L'amendement de Pierre Dharréville propose que l'exposition à ces produits dans la vie professionnelle soit bien encadrée. En la matière, on ne peut pas se contenter de dire que c'est déjà fait, que ce sera mieux fait plus tard, ou que les choses ont été vues un peu en amont ou le seront en aval !
En outre, à chaque projet de loi de financement de la sécurité sociale, on n'arrête pas de répéter qu'il faut faire de la prévention, au motif que soigner un cancer coûte cher : si nous voulons que la sécurité sociale fasse des économies, commençons par protéger les salariés afin qu'ils ne tombent pas malades.
L'amendement no 34 n'est pas adopté.
Sourires sur quelques bancs du groupe LaREM.
La parole est à Mme Florence Granjus, pour soutenir l'amendement no 211 .
Il prévoit que « le document unique d'évaluation des risques professionnels doit transcrire les risques psychosociaux en amont de la mise en ? uvre d'un projet de restructuration ».
Vous revenez sur l'importance de la prise en compte des situations de restructuration. Cependant, la formulation de votre amendement nous pose souci, puisqu'elle sous-entend qu'il faudrait prioriser les entreprises en restructuration en matière de risques psychosociaux par rapport à des entreprises où l'on trouve des facteurs de risques sans lien avec une restructuration.
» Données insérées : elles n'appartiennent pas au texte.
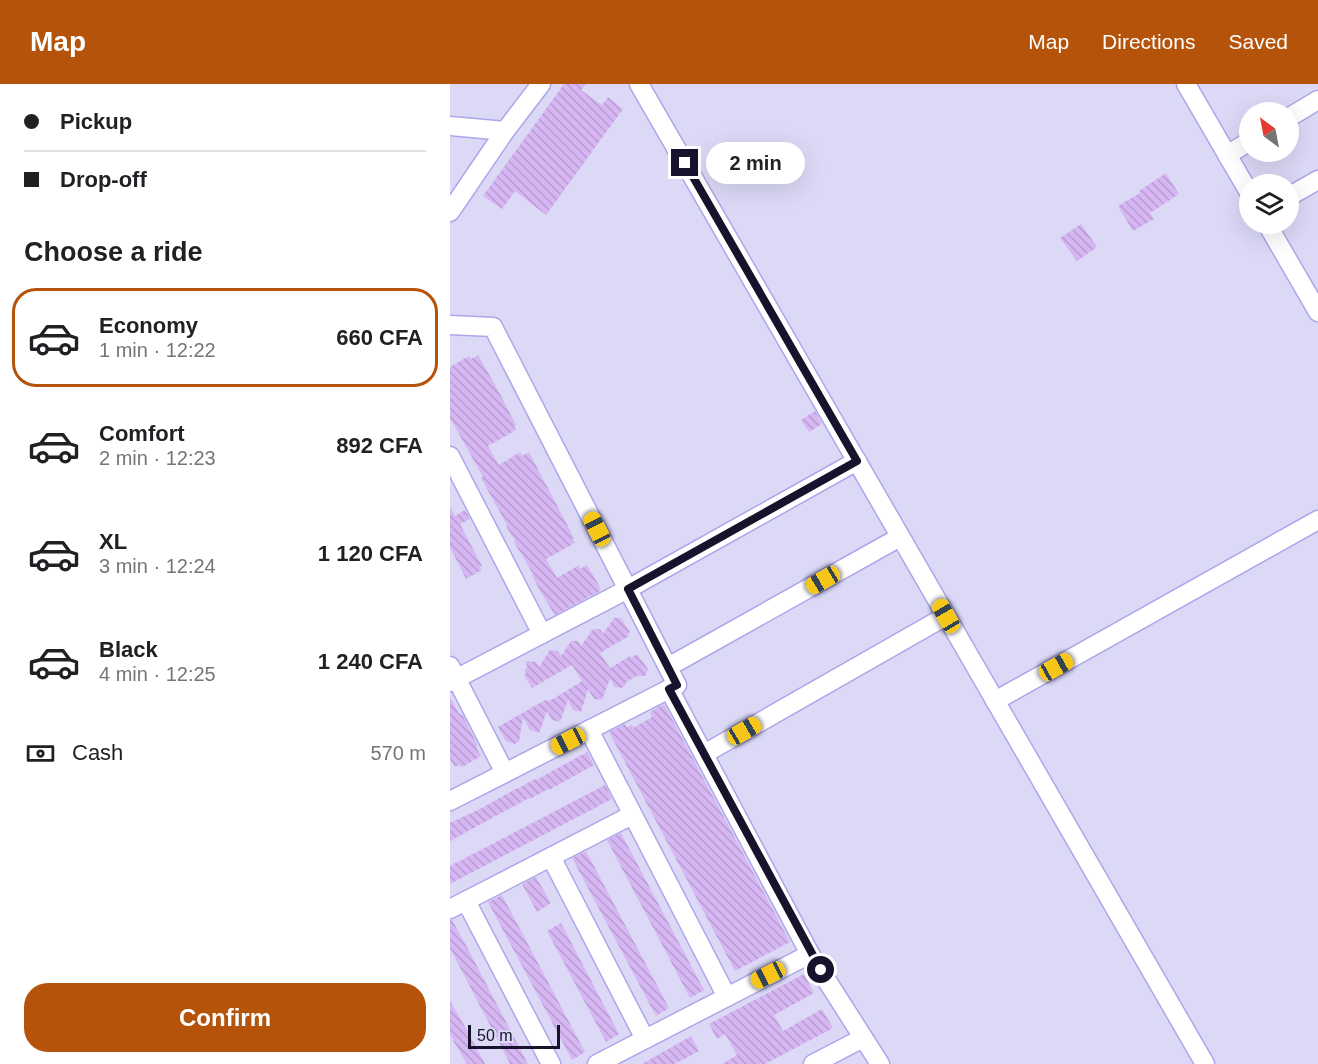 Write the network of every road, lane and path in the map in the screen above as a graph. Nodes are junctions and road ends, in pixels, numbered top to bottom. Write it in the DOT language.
graph roads {
  1 [pos="541,84"];
  2 [pos="639,84"];
  3 [pos="1186,84"];
  4 [pos="1318,100"];
  5 [pos="1299,111"];
  6 [pos="450,126"];
  7 [pos="505,131"];
  8 [pos="1239,148"];
  9 [pos="1227,155"];
  10 [pos="1239,175"];
  11 [pos="1318,180"];
  12 [pos="1299,191"];
  13 [pos="450,212"];
  14 [pos="1274,234"];
  15 [pos="1313,290"];
  16 [pos="1318,312"];
  17 [pos="450,325"];
  18 [pos="450,456"];
  19 [pos="857,461"];
  20 [pos="1318,520"];
  21 [pos="900,537"];
  22 [pos="628,589"];
  23 [pos="946,616"];
  24 [pos="542,634"];
  25 [pos="668,668"];
  26 [pos="452,676"];
  27 [pos="669,689"];
  28 [pos="995,701"];
  29 [pos="589,730"];
  30 [pos="704,754"];
  31 [pos="505,773"];
  32 [pos="450,801"];
  33 [pos="632,815"];
  34 [pos="550,857"];
  35 [pos="458,905"];
  36 [pos="810,954"];
  37 [pos="727,997"];
  38 [pos="863,1038"];
  39 [pos="645,1039"];
  40 [pos="551,1064"];
  41 [pos="597,1064"];
  42 [pos="813,1064"];
  43 [pos="880,1064"];
  44 [pos="1205,1064"];
  1 -- 7 [label="street"];
  2 -- 19 [label="street"];
  3 -- 9 [label="street"];
  4 -- 5 [label="street"];
  6 -- 7 [label="street"];
  7 -- 13 [label="street"];
  8 -- 9 [label="street"];
  9 -- 10 [label="street"];
  11 -- 12 [label="street"];
  14 -- 15 [label="street"];
  15 -- 16 [label="street"];
  17 -- 22 [label="street"];
  18 -- 24 [label="street"];
  19 -- 21 [label="street"];
  19 -- 22 [label="street"];
  20 -- 28 [label="street"];
  21 -- 23 [label="street"];
  21 -- 25 [label="street"];
  22 -- 24 [label="street"];
  22 -- 25 [label="street"];
  23 -- 28 [label="street"];
  23 -- 30 [label="street"];
  24 -- 26 [label="street"];
  25 -- 27 [label="street"];
  26 -- 31 [label="street"];
  27 -- 29 [label="street"];
  27 -- 30 [label="street"];
  28 -- 44 [label="street"];
  29 -- 31 [label="street"];
  29 -- 33 [label="street"];
  30 -- 36 [label="street"];
  31 -- 32 [label="street"];
  33 -- 34 [label="street"];
  33 -- 37 [label="street"];
  34 -- 35 [label="street"];
  34 -- 39 [label="street"];
  35 -- 40 [label="street"];
  36 -- 37 [label="street"];
  36 -- 38 [label="street"];
  37 -- 39 [label="street"];
  38 -- 42 [label="street"];
  38 -- 43 [label="street"];
  39 -- 41 [label="street"];
}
Votre amendement semble donc contraire à votre intention de voir ce facteur pris en compte, mais pas au détriment d'autres qui pourraient même être plus lourds. Par conséquent, je vous demande de retirer votre amendement.
Même avis. La demande me semble satisfaite et je demande donc le retrait de l'amendement.
L'amendement no 211 est retiré.
Il propose que le contenu et les modalités de mise à jour du document unique d'évaluation des risques professionnels soient précisés par voie réglementaire.
Comme vous l'avez indiqué, monsieur le secrétaire d'État, ce document comprend à la fois des mesures de prévention et les mesures de protection en résultant. Passer par la voie réglementaire permettrait donc peut-être de moduler le contenu du programme annuel de prévention, qui a déjà fait l'objet de débats lors de l'examen des précédents amendements, en fonction de la taille des entreprises.
Identique au précédent, cet amendement tend à compléter l'alinéa 9 de l'article 2 pour préciser que « le contenu et les modalités de mise à jour du document unique d'évaluation des risques professionnels seront précisés par décret ».
Nous pensons qu'en l'état actuel, les dispositions relatives au document unique sont suffisamment précises, et qu'il est inutile d'alourdir davantage ses modalités : cela permettra aux entreprises de s'approprier l'outil et de l'adapter.
Par ailleurs je répète que, par un décret en Conseil d'État, le Gouvernement peut d'ores et déjà simplifier les modalités de mise à jour du document unique des entreprises de moins de onze salariés. Y a plus qu'à !
Prochaine séance, ce soir, à vingt et une heures :
Suite de la discussion de la proposition de loi pour renforcer la prévention en santé au travail.
La séance est levée.
La séance est levée à dix-neuf heures trente.